■ PROBLEM ■
Would you return the records below character for character, without any images?

(EXERCISE MATERIALS Opens)

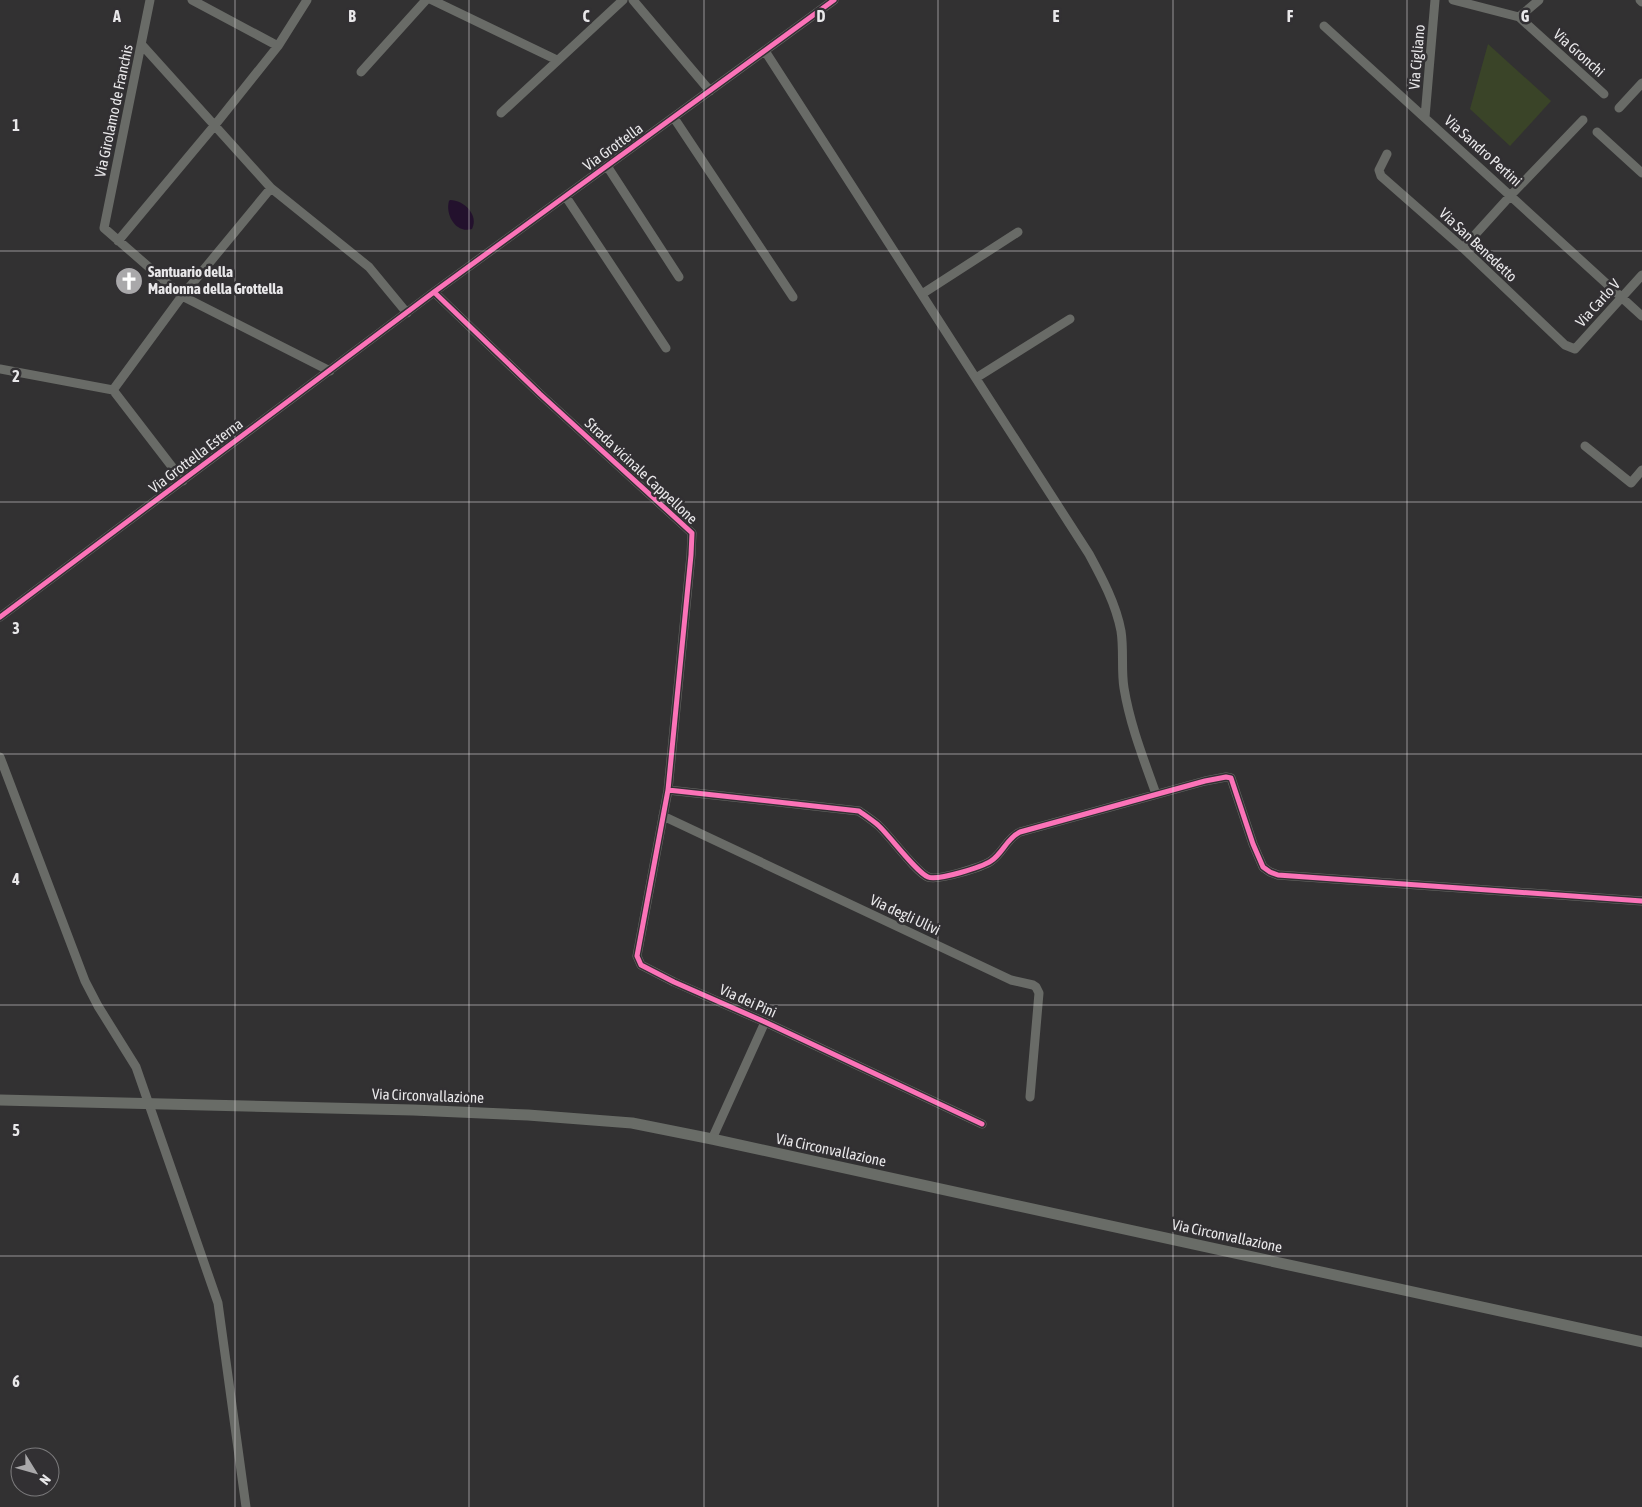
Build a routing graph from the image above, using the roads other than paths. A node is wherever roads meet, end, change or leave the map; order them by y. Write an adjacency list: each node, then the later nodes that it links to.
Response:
1 (150, 0): 14 (street, Via Girolamo de Franchis)
2 (192, 0): 15 (street)
3 (306, 0): 15 (street)
4 (426, 0): 18 (street)
5 (432, 0): 17 (street)
6 (623, 0): 17 (street)
7 (633, 0): 20 (street)
8 (834, 0): 16 (street, Via Grottella)
9 (1435, 0): 24 (street, Via Cigliano)
10 (1453, 0): 12 (street, Via Gronchi)
11 (1539, 0): 12 (street)
12 (1519, 17): 21 (street, Via Gronchi)
13 (1324, 26): 24 (street, Via Sandro Pertini)
14 (142, 45): 27 (street); 36 (street, Via Girolamo de Franchis)
15 (278, 46): 27 (street)
16 (765, 51): 20 (street, Via Grottella); 41 (street)
17 (557, 60): 23 (street)
18 (361, 72)
19 (1642, 83): 22 (street)
20 (710, 91): 25 (street, Via Grottella)
21 (1604, 94)
22 (1619, 108)
23 (501, 113)
24 (1425, 117): 33 (street, Via Sandro Pertini)
25 (674, 118): 30 (street, Via Grottella); 43 (street)
26 (1583, 120): 33 (street)
27 (215, 125): 32 (street); 36 (street)
28 (1597, 132): 31 (street)
29 (1388, 154): 37 (street, Via San Benedetto)
30 (607, 166): 34 (street, Via Grottella); 39 (street)
31 (1642, 173)
32 (271, 188): 42 (street); 45 (street)
33 (1510, 195): 37 (street); 44 (street, Via Sandro Pertini)
34 (566, 197): 40 (street, Via Grottella); 48 (street)
35 (1018, 232): 41 (street)
36 (118, 241): 42 (street)
37 (1463, 248): 49 (street, Via San Benedetto)
38 (1642, 275): 44 (street, Via Carlo V)
39 (679, 277)
40 (434, 292): 45 (street, Via Grottella); 59 (street, Strada vicinale Cappellone)
41 (922, 294): 52 (street)
42 (182, 296): 51 (street); 53 (street)
43 (793, 297)
44 (1622, 298): 46 (street, Via Sandro Pertini); 49 (street, Via Carlo V)
45 (407, 313): 51 (street, Via Grottella Esterna)
46 (1642, 316)
47 (1070, 319): 52 (street)
48 (666, 348)
49 (1575, 349)
50 (0, 369): 53 (street)
51 (330, 371): 56 (street, Via Grottella Esterna)
52 (976, 378): 60 (street)
53 (113, 390): 56 (street)
54 (1585, 446): 55 (street)
55 (1642, 470)
56 (183, 481): 57 (street, Via Grottella Esterna)
57 (0, 617)
58 (0, 756): 66 (street)
59 (668, 790): 60 (street); 61 (street, Strada vicinale Cappellone)
60 (1156, 794): 62 (street)
61 (663, 816): 63 (street, Via dei Pini); 64 (street, Via degli Ulivi)
62 (1642, 901)
63 (765, 1022): 67 (street, Via dei Pini); 68 (street)
64 (1030, 1097)
65 (0, 1100): 66 (main road, Via Circonvallazione)
66 (150, 1104): 68 (main road, Via Circonvallazione); 70 (street)
67 (982, 1124)
68 (712, 1139): 69 (main road, Via Circonvallazione)
69 (1642, 1342)
70 (246, 1507)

(EXERCISE MATERIALS Closes)

■ SOLUTION TO THE EXERCISE ■
Build a routing graph from the image above, using the roads other than paths. A node is wherever roads meet, end, change or leave the map; order them by y. Write an adjacency list: each node, then the later nodes that it links to.
Response:
1 (150, 0): 14 (street, Via Girolamo de Franchis)
2 (192, 0): 15 (street)
3 (306, 0): 15 (street)
4 (426, 0): 18 (street)
5 (432, 0): 17 (street)
6 (623, 0): 17 (street)
7 (633, 0): 20 (street)
8 (834, 0): 16 (street, Via Grottella)
9 (1435, 0): 24 (street, Via Cigliano)
10 (1453, 0): 12 (street, Via Gronchi)
11 (1539, 0): 12 (street)
12 (1519, 17): 21 (street, Via Gronchi)
13 (1324, 26): 24 (street, Via Sandro Pertini)
14 (142, 45): 27 (street); 36 (street, Via Girolamo de Franchis)
15 (278, 46): 27 (street)
16 (765, 51): 20 (street, Via Grottella); 41 (street)
17 (557, 60): 23 (street)
18 (361, 72)
19 (1642, 83): 22 (street)
20 (710, 91): 25 (street, Via Grottella)
21 (1604, 94)
22 (1619, 108)
23 (501, 113)
24 (1425, 117): 33 (street, Via Sandro Pertini)
25 (674, 118): 30 (street, Via Grottella); 43 (street)
26 (1583, 120): 33 (street)
27 (215, 125): 32 (street); 36 (street)
28 (1597, 132): 31 (street)
29 (1388, 154): 37 (street, Via San Benedetto)
30 (607, 166): 34 (street, Via Grottella); 39 (street)
31 (1642, 173)
32 (271, 188): 42 (street); 45 (street)
33 (1510, 195): 37 (street); 44 (street, Via Sandro Pertini)
34 (566, 197): 40 (street, Via Grottella); 48 (street)
35 (1018, 232): 41 (street)
36 (118, 241): 42 (street)
37 (1463, 248): 49 (street, Via San Benedetto)
38 (1642, 275): 44 (street, Via Carlo V)
39 (679, 277)
40 (434, 292): 45 (street, Via Grottella); 59 (street, Strada vicinale Cappellone)
41 (922, 294): 52 (street)
42 (182, 296): 51 (street); 53 (street)
43 (793, 297)
44 (1622, 298): 46 (street, Via Sandro Pertini); 49 (street, Via Carlo V)
45 (407, 313): 51 (street, Via Grottella Esterna)
46 (1642, 316)
47 (1070, 319): 52 (street)
48 (666, 348)
49 (1575, 349)
50 (0, 369): 53 (street)
51 (330, 371): 56 (street, Via Grottella Esterna)
52 (976, 378): 60 (street)
53 (113, 390): 56 (street)
54 (1585, 446): 55 (street)
55 (1642, 470)
56 (183, 481): 57 (street, Via Grottella Esterna)
57 (0, 617)
58 (0, 756): 66 (street)
59 (668, 790): 60 (street); 61 (street, Strada vicinale Cappellone)
60 (1156, 794): 62 (street)
61 (663, 816): 63 (street, Via dei Pini); 64 (street, Via degli Ulivi)
62 (1642, 901)
63 (765, 1022): 67 (street, Via dei Pini); 68 (street)
64 (1030, 1097)
65 (0, 1100): 66 (main road, Via Circonvallazione)
66 (150, 1104): 68 (main road, Via Circonvallazione); 70 (street)
67 (982, 1124)
68 (712, 1139): 69 (main road, Via Circonvallazione)
69 (1642, 1342)
70 (246, 1507)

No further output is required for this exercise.